_Work item_
Find every line containing "joint" in the records below and report the tally as a bare number.

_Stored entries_
--

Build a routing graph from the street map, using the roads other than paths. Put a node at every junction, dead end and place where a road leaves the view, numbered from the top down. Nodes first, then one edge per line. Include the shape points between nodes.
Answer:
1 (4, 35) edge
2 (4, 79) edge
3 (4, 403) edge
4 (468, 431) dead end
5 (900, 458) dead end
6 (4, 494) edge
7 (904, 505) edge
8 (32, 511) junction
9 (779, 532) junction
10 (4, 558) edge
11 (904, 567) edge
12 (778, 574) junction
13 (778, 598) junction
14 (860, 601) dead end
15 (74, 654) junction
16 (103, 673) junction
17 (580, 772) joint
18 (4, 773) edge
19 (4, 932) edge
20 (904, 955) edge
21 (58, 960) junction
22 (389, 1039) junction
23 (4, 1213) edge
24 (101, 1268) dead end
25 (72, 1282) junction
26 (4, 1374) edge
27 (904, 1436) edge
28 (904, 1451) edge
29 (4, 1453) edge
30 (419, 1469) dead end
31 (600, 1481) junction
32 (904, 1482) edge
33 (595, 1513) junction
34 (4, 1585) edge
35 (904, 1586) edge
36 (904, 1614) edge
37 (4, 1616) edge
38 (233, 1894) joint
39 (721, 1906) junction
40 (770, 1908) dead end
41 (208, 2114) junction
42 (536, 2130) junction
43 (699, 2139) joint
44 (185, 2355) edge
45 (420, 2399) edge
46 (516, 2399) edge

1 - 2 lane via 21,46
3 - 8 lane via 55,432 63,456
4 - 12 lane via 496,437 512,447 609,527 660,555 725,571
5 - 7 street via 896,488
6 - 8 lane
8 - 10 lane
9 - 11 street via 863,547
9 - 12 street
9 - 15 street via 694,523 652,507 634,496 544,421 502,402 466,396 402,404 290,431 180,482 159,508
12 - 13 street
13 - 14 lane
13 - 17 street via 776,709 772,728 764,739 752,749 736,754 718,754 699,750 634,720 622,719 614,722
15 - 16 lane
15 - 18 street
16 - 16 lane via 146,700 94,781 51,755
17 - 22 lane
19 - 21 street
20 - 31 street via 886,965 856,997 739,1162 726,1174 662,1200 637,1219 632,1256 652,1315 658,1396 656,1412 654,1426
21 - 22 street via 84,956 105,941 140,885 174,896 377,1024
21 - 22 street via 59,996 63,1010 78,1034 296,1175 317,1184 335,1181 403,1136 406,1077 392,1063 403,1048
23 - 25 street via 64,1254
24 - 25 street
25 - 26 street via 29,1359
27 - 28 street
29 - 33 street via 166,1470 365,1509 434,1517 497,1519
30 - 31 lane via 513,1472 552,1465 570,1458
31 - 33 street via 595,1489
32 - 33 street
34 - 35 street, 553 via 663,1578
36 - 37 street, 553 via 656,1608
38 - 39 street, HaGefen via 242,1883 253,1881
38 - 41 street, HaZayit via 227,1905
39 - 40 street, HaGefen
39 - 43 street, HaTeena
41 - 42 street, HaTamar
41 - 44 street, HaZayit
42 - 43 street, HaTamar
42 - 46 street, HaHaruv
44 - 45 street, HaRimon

--

_Written answer_
3